> **YOUR GOAL**: Which lines in the data below contain the word "main"? Return each of them.
━━ EXERCISE DATA ━━
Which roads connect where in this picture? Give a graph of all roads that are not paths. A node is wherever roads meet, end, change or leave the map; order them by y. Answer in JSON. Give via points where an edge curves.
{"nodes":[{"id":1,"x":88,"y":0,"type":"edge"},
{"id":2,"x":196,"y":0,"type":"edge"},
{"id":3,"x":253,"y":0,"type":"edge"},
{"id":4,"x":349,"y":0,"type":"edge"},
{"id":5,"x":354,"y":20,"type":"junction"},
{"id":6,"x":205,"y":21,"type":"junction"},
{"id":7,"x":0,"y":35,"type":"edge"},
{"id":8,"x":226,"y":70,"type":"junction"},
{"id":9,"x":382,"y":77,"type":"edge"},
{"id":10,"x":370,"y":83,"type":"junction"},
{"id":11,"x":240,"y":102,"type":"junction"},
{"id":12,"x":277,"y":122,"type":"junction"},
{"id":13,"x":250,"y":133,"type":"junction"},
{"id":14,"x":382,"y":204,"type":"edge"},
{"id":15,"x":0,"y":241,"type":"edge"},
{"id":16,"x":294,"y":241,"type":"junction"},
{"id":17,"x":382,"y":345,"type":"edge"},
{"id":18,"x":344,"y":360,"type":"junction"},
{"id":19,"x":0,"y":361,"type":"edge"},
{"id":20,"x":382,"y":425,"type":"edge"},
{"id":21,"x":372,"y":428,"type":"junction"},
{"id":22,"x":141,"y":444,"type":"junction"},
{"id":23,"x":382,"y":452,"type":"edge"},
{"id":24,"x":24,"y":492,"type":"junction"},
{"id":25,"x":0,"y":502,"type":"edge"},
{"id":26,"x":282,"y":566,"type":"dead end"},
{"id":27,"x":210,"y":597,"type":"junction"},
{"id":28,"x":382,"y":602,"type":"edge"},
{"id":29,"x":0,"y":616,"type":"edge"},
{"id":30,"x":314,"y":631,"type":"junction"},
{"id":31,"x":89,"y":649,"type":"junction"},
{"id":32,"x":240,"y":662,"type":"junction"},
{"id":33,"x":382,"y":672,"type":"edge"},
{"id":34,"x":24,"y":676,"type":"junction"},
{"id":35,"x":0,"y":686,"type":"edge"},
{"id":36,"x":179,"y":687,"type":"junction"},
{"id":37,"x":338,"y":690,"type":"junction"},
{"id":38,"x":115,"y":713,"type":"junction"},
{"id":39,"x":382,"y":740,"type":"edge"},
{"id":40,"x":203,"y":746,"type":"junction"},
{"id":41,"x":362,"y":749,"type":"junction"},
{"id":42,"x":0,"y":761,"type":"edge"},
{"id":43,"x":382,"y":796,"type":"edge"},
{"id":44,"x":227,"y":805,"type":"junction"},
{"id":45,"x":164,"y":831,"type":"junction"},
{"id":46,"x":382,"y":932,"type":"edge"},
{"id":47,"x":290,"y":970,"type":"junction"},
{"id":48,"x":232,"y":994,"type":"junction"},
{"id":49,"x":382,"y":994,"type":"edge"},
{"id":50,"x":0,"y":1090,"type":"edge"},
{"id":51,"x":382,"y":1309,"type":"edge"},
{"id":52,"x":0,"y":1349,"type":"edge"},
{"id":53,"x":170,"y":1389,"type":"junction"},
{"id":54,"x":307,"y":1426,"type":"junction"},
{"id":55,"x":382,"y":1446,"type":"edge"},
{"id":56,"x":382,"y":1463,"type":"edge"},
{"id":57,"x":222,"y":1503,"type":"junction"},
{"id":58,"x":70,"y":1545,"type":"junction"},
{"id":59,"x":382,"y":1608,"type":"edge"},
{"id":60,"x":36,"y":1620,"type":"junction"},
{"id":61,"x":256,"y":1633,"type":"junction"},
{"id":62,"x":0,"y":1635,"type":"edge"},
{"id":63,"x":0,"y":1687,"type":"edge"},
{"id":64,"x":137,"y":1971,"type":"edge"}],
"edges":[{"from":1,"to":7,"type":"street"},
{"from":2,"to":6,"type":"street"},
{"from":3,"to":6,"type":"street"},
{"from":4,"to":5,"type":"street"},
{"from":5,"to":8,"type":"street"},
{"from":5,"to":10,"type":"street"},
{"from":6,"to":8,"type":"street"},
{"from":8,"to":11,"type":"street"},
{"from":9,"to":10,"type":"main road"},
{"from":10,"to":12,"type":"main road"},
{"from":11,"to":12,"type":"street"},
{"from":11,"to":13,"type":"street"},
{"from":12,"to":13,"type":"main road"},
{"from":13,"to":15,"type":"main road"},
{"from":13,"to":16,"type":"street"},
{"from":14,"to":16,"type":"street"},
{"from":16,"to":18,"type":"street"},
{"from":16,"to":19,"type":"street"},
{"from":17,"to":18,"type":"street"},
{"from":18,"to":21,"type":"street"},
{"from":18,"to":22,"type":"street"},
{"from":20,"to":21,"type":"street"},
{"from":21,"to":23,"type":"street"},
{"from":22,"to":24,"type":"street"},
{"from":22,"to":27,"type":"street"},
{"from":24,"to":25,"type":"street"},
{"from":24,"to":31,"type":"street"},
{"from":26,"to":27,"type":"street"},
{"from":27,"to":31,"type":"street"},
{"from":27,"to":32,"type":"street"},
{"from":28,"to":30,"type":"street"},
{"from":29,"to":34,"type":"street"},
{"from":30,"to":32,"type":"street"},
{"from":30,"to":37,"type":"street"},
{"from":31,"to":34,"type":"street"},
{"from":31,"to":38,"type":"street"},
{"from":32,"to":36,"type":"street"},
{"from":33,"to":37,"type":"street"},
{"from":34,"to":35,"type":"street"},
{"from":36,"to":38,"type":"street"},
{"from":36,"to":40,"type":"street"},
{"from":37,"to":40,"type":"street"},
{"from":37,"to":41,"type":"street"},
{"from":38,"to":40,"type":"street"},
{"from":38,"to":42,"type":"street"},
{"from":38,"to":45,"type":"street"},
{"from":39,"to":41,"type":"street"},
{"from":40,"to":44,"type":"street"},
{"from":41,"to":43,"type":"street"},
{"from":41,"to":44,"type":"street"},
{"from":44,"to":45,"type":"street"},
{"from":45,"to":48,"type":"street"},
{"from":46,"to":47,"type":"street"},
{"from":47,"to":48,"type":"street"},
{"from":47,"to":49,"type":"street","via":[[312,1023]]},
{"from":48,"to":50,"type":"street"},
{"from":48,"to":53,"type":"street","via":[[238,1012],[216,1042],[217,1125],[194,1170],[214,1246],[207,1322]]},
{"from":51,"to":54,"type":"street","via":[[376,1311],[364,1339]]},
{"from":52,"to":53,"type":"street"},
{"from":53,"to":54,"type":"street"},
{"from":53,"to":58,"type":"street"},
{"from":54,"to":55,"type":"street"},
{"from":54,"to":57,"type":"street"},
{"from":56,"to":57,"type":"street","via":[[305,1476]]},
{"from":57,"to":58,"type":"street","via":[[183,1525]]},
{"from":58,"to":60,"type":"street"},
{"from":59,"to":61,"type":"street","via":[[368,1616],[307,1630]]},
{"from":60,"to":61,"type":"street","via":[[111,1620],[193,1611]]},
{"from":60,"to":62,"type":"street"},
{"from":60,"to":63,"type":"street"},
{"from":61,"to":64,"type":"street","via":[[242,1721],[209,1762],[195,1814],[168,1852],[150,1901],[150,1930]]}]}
━━━
> **OUTPUT FOR THIS EXERCISE**:
{"from":9,"to":10,"type":"main road"},
{"from":10,"to":12,"type":"main road"},
{"from":12,"to":13,"type":"main road"},
{"from":13,"to":15,"type":"main road"},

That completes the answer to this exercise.